Cash management: Centralization, standardization and consolidation
Before corporate treasurers can begin to weigh their investment options, it is essential to create a liquidity management structure that gives both subsidiaries and head office the most advantageous set-up to minimize costs and maximize returns – while leaving sufficient cash where it is needed to pay day-to-day expenses.
"[Corporates] should recognize that the end investment choice is just one small element of a huge process," says Tristan Attenborough, managing director and regional executive for treasury, liquidity and investment products at JPMorgan in London. "There are so many stages, currencies and transactions before you get to investment and they are often what people need to worry about."
So how can corporates devise the right structure for liquidity management? Clearly, given the multiplicity of markets and countries in which companies operate, no single arrangement can work for all corporates. However, three themes are common to many of the world’s leading firms: centralization of treasury functions, standardization of processes across countries, and consolidation of banking relationships and accounts.
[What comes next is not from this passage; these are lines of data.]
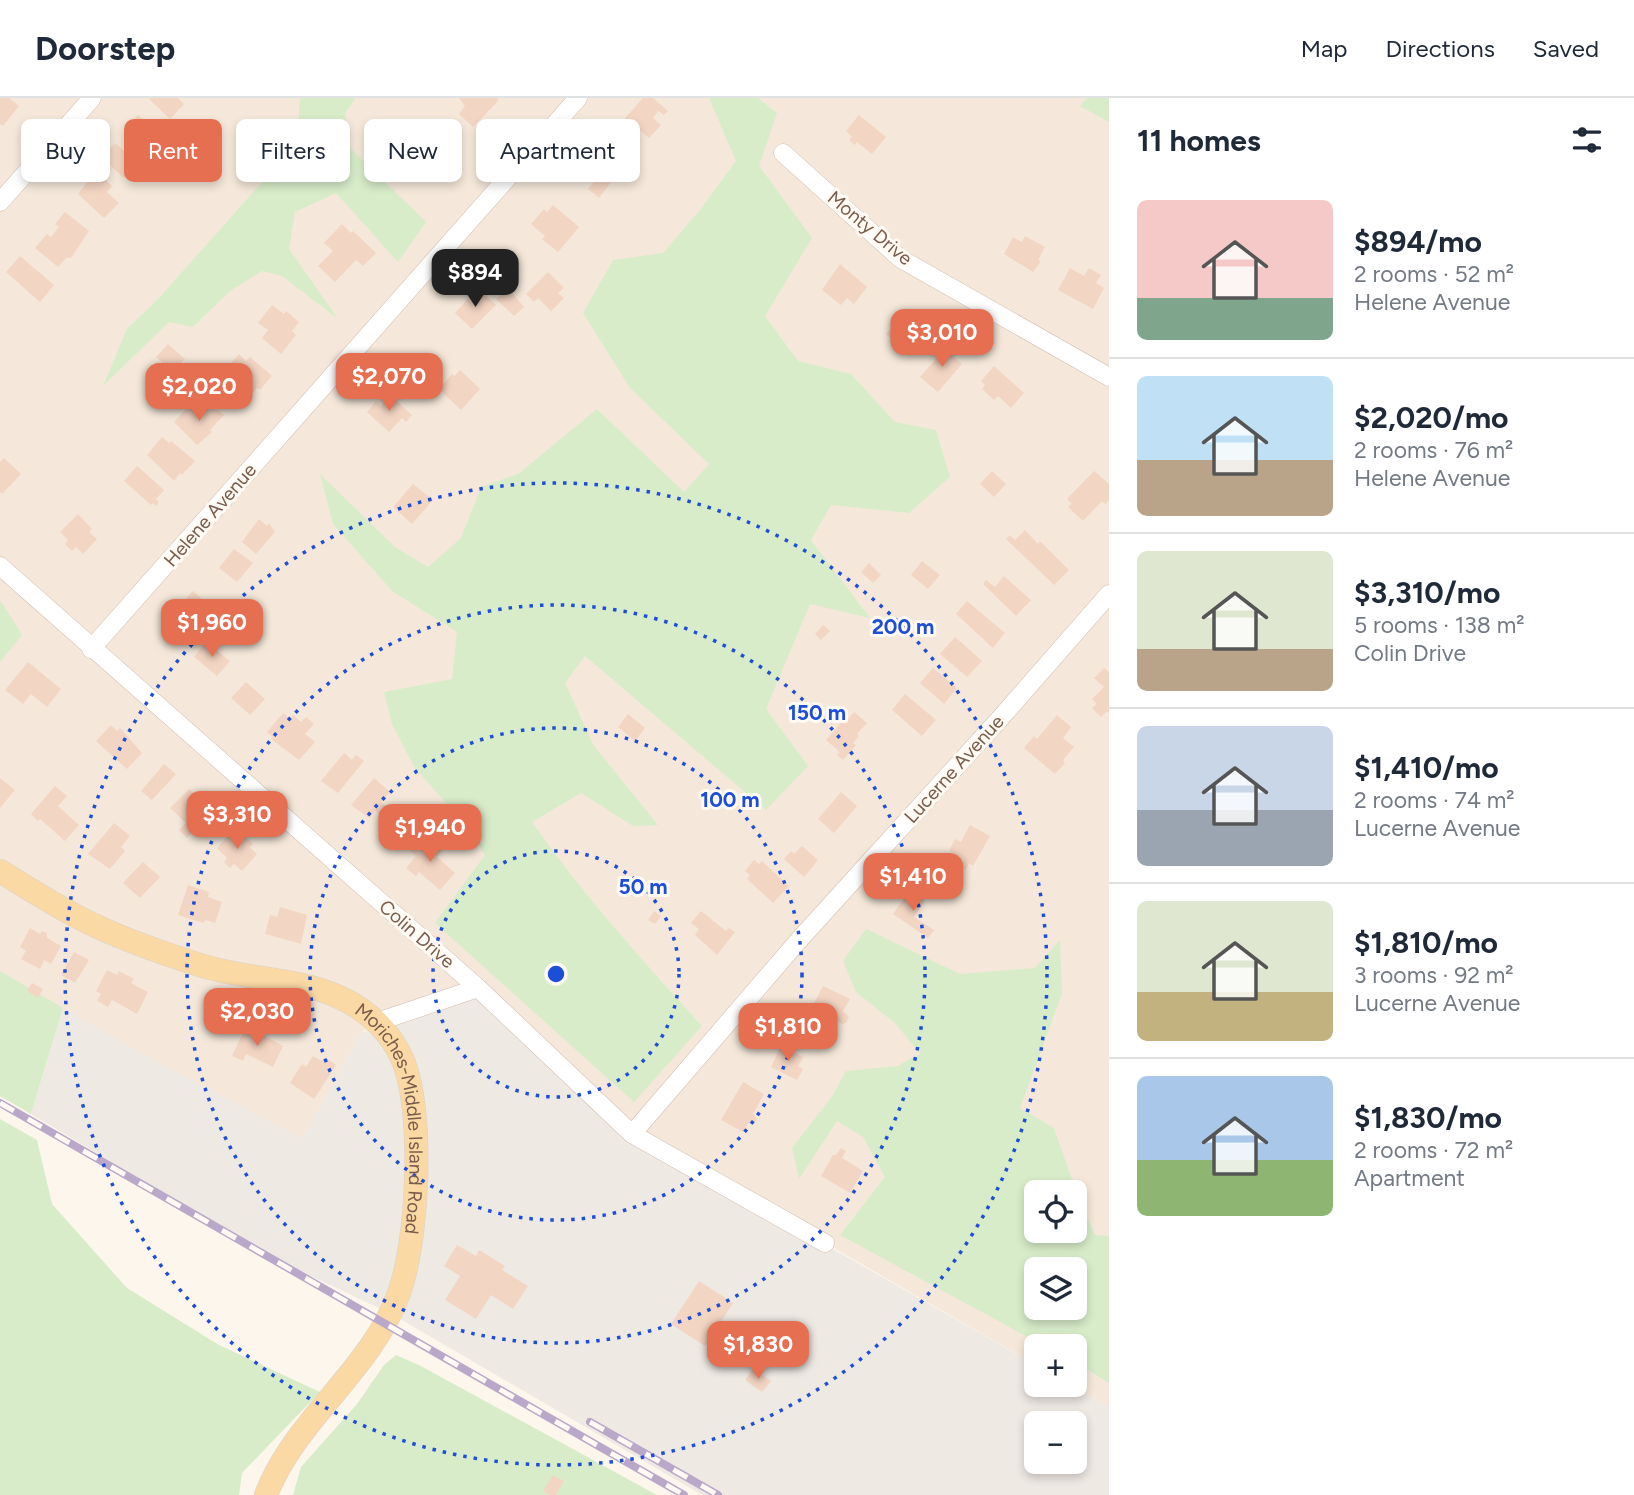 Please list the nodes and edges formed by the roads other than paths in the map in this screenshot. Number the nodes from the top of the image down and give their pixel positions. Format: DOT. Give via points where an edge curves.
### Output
graph roads {
  1 [pos="92,98"];
  2 [pos="578,98"];
  3 [pos="783,153"];
  4 [pos="0,202"];
  5 [pos="1109,377"];
  6 [pos="0,566"];
  7 [pos="1109,594"];
  8 [pos="91,649"];
  9 [pos="0,871"];
  10 [pos="478,988"];
  11 [pos="377,1022"];
  12 [pos="632,1134"];
  13 [pos="825,1243"];
  14 [pos="266,1495"];
  1 -- 4 [label="street"];
  2 -- 8 [label="street, Helene Avenue"];
  3 -- 5 [label="street, Monty Drive" via="901,259"];
  6 -- 8 [label="street, Colin Drive"];
  7 -- 12 [label="street, Lucerne Avenue"];
  8 -- 10 [label="street, Colin Drive"];
  9 -- 11 [label="main road, Moriches-Middle Island Road" via="96,926 205,967 324,990"];
  10 -- 11 [label="street"];
  10 -- 12 [label="street, Colin Drive"];
  11 -- 14 [label="main road, Moriches-Middle Island Road" via="405,1064 413,1104 413,1208 405,1272 375,1341 285,1455"];
  12 -- 13 [label="street, Colin Drive"];
} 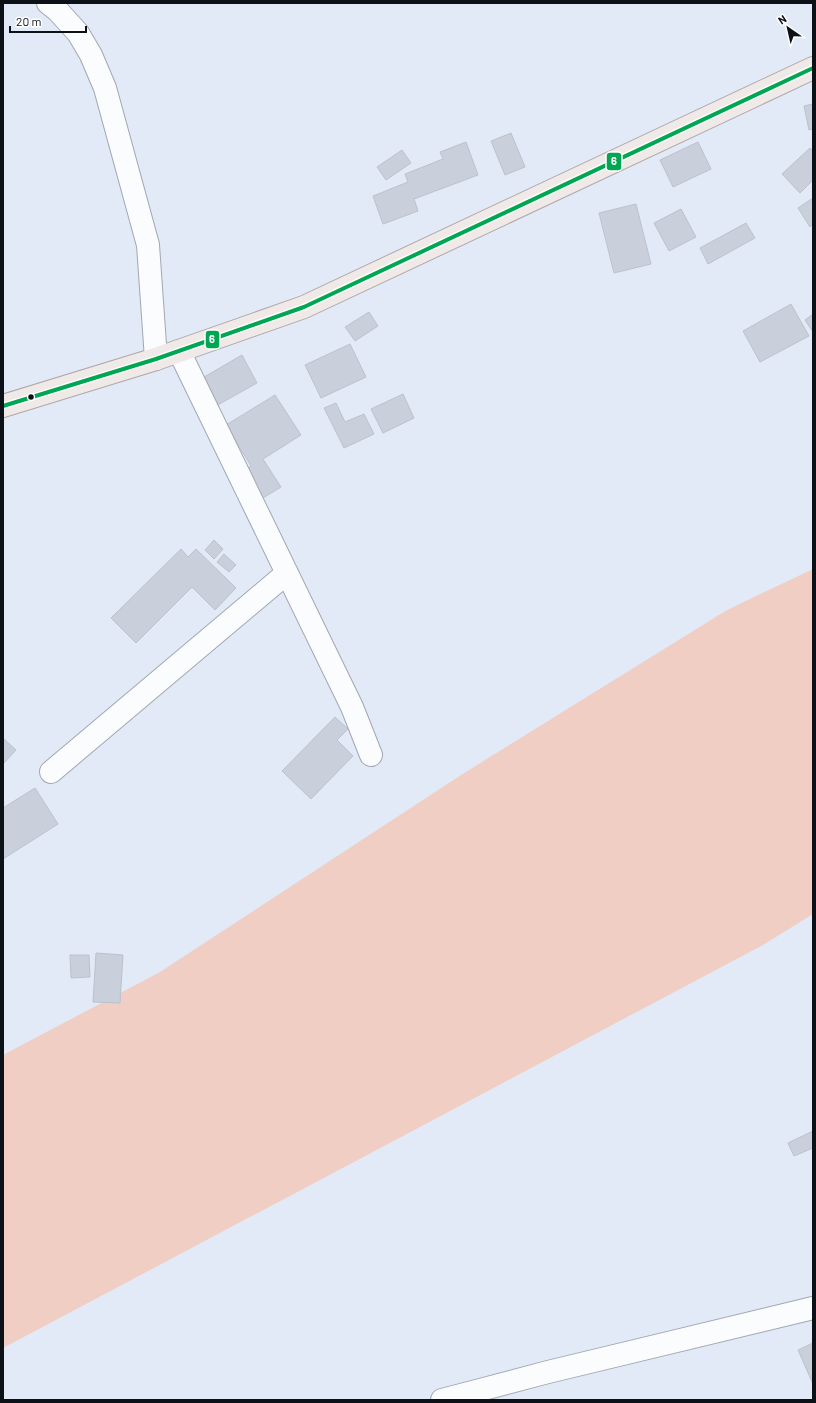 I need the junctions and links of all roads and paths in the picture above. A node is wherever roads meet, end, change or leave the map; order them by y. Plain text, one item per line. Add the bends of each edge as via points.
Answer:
1 (48, 3) edge
2 (813, 68) edge
3 (179, 351) junction
4 (156, 359) junction
5 (3, 406) edge
6 (287, 573) junction
7 (371, 755) dead end
8 (51, 772) dead end
9 (813, 1308) edge
10 (442, 1400) edge

1 - 4 street via 78,34 91,55 105,88 148,245
2 - 3 main road via 304,307
3 - 4 main road
3 - 6 street
4 - 5 main road
6 - 7 street via 352,707
6 - 8 street
9 - 10 street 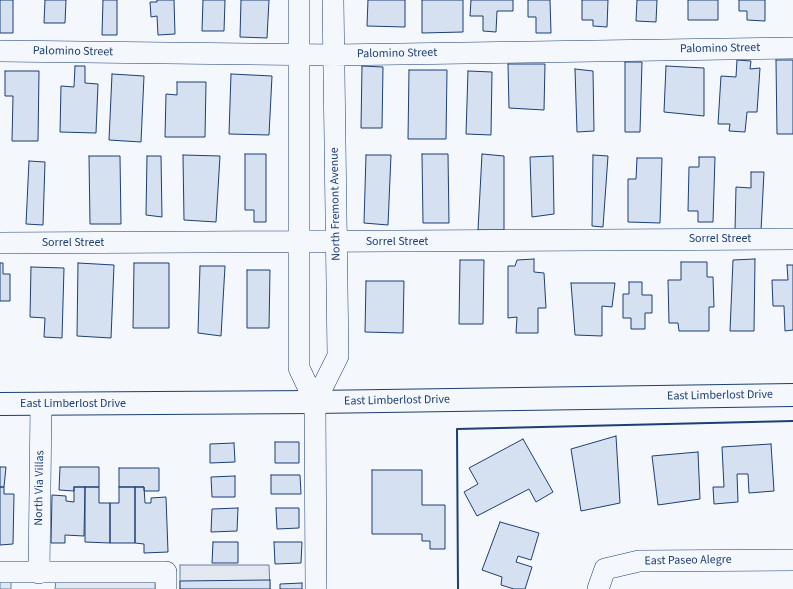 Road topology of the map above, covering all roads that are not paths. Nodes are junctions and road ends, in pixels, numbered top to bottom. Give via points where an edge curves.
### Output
1 (299, 0) edge
2 (333, 0) edge
3 (793, 48) edge
4 (0, 51) edge
5 (300, 54) junction
6 (334, 55) junction
7 (793, 239) edge
8 (299, 242) junction
9 (336, 242) junction
10 (0, 243) edge
11 (793, 395) edge
12 (315, 402) junction
13 (0, 404) edge
14 (41, 404) junction
15 (793, 560) edge
16 (0, 572) edge
17 (39, 573) junction
18 (166, 589) edge
19 (316, 589) edge
20 (598, 589) edge

1 - 5 street, North Fremont Avenue
2 - 6 street, North Fremont Avenue
3 - 6 street, Palomino Street
4 - 5 street, Palomino Street
5 - 6 street, Palomino Street
5 - 8 street, North Fremont Avenue
6 - 9 street, North Fremont Avenue
7 - 9 street, Sorrel Street
8 - 9 street, Sorrel Street
8 - 10 street, Sorrel Street
8 - 12 street, North Fremont Avenue via 299,368
9 - 12 street, North Fremont Avenue via 338,356
11 - 12 street, East Limberlost Drive
12 - 14 street, East Limberlost Drive
12 - 19 street, North Fremont Avenue
13 - 14 street, East Limberlost Drive
14 - 17 street, North Via Villas
15 - 20 street, East Paseo Alegre via 639,562 605,569
16 - 17 street
17 - 18 street via 166,572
Centralization of treasury functions has been a key theme of many companies’ activities in the past decade. The move towards the use of regional treasury centres – most notably in Europe, where the advent of the euro advanced the process, but also increasingly in Asia, excluding Japan – is driven by two principal goals: increased visibility and control. By bringing treasury functions into the centre, liquidity is automatically concentrated, enabling more effective risk management and short-term investment.